• Elliott

Tuna Steak with Roast Pepper Pesto Pasta : Red Label

Updated: Jun 3, 2020

Macronutrient Breakdown

Energy ≈ 731 kcal

Fat ≈ 21 g

Of Which Saturates ≈ 3 g

Carbohydrate ≈ 76 g

Of Which Sugars ≈ 9 g

Fibre ≈ 14 g

Protein 52 g

Non-discretionary Salt ≈ 0.9 g

Micronutrient Breakdown

This meal is part of our 'foundations' blog. The blog explains explains what nutrients are. and why they're so important. It demonstrates how the guidelines can be met via food and provide ideas of how to implement it all into a diet to achieve a “healthy balance”. This red labelled meal focuses on Iron (the second most common nutrient deficiency in the UK) uptake. This recipe can be consumed as one of three meals to optimise nutrient bioavailability in your body. Make one of the remaining two meals a yellow label recipe to focus on Vitamin D (the most common nutrient deficiency in the UK) and Calcium uptake. Make the other a blue label recipe to cover the remaining electrolytes, antioxidants, A and B vitamins and essential minerals to ensure metabolic and physiological functions are all running smoothly. Click here to read more on the functional theory behind it.


1 Medium (or roughly 140 g of) Tuna Steak

115 g of Wholewheat Fusilli Pasta, Dried

½ (or roughly 80 g) of a Red Bell Pepper

2 Small (or roughly 20 g of) Spring Onions

1 Large (or roughly 20 g of) Chilli Pepper

1 Clove (or roughly 3 g) of Garlic

2 tsp (or roughly 4 g) of Lemon Zest

4 tsp (or roughly 15 g) of Extra Virgin Olive Oil

Season with *Salt and Black Pepper to taste

*Avoid added salt intake >2 g per day.


  1. Fill a Medium sauce pan up with water and place on hob for later.

  2. Coat a frying pan with 1 tsp of olive oil and place on hob for later.

  3. Preheat oven to 220 °C (200 °C fan oven).

  4. Weigh pasta dried and leave to ones side in a bowl.

  5. Wash the vegetables.

  6. Remove seeds and stem from bell pepper and slice into three strips.

  7. Chop the spring union into 2 parts to separate the green and white ends.

  8. Chop the hard end off the garlic clove but leave the skin intact.

  9. Brush one side of the bell pepper slices, white spring onion segments and garlic clove using 1 tsp of oil. Lay the brushed sides of the spring onion face down on a baking tray and cover with the bell pepper slices then position the garlic clove on top.

  10. Dice the green segments of spring onion into small rings, along with the chillies (remove seeds and stems first) and place to one side in a bowl.

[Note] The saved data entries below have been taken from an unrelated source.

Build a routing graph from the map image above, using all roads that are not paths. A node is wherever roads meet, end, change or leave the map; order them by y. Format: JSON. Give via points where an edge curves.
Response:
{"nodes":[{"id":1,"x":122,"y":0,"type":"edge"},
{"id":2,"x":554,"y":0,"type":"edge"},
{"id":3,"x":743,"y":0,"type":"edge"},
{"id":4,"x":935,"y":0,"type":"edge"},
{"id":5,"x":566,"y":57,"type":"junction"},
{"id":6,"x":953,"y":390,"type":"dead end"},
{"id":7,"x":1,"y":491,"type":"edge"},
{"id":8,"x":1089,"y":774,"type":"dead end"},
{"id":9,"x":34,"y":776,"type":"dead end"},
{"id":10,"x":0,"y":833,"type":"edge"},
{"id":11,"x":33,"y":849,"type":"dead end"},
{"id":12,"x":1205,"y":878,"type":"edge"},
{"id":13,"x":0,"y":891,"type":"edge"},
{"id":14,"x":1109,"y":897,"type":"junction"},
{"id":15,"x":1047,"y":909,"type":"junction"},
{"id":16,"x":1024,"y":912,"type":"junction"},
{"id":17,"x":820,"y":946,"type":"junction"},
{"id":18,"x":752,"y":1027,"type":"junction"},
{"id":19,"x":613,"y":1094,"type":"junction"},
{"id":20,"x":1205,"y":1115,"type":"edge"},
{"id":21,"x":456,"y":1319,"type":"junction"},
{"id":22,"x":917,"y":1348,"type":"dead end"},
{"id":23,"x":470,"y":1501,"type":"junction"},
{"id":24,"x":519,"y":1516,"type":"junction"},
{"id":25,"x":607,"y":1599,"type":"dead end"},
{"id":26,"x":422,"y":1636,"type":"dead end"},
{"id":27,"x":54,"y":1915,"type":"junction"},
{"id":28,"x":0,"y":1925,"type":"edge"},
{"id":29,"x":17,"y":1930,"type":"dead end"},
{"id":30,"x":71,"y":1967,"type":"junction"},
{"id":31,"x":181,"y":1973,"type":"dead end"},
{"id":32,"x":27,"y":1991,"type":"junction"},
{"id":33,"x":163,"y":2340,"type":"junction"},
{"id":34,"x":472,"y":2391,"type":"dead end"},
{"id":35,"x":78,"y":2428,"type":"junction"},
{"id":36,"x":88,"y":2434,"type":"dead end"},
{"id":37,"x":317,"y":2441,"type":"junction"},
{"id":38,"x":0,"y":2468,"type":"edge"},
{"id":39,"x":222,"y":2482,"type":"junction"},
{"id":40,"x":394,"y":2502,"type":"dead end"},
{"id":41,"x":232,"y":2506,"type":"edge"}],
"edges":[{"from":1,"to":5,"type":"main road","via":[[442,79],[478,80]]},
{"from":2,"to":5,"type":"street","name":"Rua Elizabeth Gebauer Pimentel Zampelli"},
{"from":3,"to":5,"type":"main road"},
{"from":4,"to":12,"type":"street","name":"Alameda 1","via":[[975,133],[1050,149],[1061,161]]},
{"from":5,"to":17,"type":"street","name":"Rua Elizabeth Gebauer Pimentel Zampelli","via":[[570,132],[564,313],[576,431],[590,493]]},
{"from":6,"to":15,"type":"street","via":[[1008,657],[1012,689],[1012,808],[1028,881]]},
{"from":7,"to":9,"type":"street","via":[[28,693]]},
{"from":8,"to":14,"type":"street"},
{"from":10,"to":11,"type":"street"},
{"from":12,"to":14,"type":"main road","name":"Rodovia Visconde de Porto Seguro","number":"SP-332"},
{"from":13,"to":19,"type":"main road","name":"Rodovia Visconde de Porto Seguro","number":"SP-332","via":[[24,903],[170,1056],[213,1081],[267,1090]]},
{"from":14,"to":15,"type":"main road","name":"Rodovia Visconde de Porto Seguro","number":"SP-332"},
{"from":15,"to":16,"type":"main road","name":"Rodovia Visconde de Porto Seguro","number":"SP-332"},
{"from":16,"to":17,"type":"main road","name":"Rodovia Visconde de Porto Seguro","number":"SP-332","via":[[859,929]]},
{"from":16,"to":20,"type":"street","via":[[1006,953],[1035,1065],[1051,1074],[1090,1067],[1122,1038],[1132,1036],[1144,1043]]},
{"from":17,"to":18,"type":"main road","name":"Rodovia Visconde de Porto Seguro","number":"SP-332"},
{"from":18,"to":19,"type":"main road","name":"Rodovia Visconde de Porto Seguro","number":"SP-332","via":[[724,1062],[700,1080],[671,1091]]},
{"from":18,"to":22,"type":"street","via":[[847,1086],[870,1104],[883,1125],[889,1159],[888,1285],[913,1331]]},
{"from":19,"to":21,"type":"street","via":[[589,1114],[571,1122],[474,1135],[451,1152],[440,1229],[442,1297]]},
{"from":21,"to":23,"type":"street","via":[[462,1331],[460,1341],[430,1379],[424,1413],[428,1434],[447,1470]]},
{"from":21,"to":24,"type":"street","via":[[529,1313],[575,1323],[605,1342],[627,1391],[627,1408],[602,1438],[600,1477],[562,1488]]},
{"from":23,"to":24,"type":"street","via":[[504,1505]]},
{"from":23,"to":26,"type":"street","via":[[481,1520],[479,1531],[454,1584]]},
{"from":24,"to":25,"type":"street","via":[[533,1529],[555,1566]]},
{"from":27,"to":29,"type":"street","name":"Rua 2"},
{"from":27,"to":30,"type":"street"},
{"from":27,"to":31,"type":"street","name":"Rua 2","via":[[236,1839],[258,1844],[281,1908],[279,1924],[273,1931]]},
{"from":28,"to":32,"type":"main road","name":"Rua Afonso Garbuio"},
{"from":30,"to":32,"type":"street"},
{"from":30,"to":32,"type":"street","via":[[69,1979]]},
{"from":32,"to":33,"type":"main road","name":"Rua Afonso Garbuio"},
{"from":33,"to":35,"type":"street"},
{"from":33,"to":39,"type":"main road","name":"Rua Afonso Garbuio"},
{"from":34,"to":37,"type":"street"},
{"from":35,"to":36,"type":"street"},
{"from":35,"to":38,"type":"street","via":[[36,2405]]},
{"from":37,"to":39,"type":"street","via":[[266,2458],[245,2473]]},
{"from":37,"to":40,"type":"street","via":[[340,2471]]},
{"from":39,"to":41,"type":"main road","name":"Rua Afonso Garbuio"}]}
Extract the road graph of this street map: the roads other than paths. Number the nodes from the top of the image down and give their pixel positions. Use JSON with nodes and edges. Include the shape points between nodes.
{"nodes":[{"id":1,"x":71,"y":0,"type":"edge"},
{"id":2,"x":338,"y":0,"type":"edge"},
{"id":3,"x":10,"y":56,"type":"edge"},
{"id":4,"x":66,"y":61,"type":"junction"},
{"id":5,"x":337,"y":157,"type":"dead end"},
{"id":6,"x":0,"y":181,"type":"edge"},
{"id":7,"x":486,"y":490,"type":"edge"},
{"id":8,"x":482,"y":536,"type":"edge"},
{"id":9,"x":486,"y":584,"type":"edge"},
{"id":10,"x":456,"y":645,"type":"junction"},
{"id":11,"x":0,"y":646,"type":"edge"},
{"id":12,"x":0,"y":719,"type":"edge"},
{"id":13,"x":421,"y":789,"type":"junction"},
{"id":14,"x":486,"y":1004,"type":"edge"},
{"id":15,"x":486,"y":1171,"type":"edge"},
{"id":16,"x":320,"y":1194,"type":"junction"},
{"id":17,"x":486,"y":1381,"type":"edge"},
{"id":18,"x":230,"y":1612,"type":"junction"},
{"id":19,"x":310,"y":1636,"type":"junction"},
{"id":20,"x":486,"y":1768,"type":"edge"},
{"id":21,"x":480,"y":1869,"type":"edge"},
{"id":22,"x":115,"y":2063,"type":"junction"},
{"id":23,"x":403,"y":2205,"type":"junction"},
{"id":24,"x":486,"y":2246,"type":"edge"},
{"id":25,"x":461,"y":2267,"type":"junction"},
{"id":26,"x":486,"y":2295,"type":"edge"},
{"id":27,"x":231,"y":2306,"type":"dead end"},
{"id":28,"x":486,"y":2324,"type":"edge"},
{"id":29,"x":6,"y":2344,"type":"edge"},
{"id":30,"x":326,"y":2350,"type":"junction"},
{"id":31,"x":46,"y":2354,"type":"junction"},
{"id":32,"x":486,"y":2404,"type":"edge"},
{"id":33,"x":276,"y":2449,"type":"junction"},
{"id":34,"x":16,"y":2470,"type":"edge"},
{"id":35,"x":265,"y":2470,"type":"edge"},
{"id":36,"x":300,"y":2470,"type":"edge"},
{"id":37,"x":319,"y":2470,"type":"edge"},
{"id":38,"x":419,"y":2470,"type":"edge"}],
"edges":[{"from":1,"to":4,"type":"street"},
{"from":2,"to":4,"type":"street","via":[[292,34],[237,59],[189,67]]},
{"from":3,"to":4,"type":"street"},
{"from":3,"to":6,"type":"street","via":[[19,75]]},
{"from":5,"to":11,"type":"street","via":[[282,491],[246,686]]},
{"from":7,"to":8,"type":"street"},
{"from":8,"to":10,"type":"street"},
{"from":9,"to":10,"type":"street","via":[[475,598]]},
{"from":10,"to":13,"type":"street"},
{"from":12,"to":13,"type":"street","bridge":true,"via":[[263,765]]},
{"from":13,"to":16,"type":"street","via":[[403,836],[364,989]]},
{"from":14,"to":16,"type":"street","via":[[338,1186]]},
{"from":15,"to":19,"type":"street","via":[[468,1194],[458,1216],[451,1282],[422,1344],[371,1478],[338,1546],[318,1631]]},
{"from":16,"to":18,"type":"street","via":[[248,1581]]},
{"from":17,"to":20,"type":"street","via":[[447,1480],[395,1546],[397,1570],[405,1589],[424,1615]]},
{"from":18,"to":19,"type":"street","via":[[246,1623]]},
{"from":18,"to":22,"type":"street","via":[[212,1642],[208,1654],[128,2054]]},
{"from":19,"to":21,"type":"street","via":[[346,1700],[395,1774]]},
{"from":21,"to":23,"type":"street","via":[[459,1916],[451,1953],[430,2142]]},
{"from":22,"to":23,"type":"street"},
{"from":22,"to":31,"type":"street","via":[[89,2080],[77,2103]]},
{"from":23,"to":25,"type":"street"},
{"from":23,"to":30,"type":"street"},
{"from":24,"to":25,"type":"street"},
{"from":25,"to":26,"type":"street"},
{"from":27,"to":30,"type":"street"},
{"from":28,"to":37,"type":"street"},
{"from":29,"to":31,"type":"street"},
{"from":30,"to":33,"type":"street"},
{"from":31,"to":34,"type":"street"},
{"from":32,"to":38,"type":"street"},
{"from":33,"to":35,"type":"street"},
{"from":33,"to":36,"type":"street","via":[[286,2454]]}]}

  1. Roast the vegetables that were prepped on to the baking tray for 30 minutes.

  2. Bring the water in the saucepan to boil whilst you wait.

  3. At around 10 minutes of roasting time remaining, bring the frying pan to a medium-high heat.

  4. At around 8 minutes of roasting time remaining, add the pasta to the boiling water reduce to a medium heat and cook for 10 minutes.

  5. At around 6 minutes of roasting time remaining, add the tuna steak to the frying pan and cook for 3 minutes before turning. Cook on the on the other face just until their is only a thin line of pink visible from the sides of the stake. Then leave to rest on a small plate.

  6. Once vegetables are done remove from oven, discard burnt bits and garlic skin then place in a food processor along with the 2 remaining tsp of oil.

  7. Once pasta is ready drain but save 1 Tbsp of water from the pan and add it to the food processor.

  8. Blitz the processor until contents becomes a pesto consistency.

  9. Stir pesto into the pasta and dish onto a large plate or shallow bowl.

  10. Slice the steak into 2 cm thick strips and serve on top of pasta.

  11. Sprinkle with green spring onion and chilli slices and lemon zest to finish.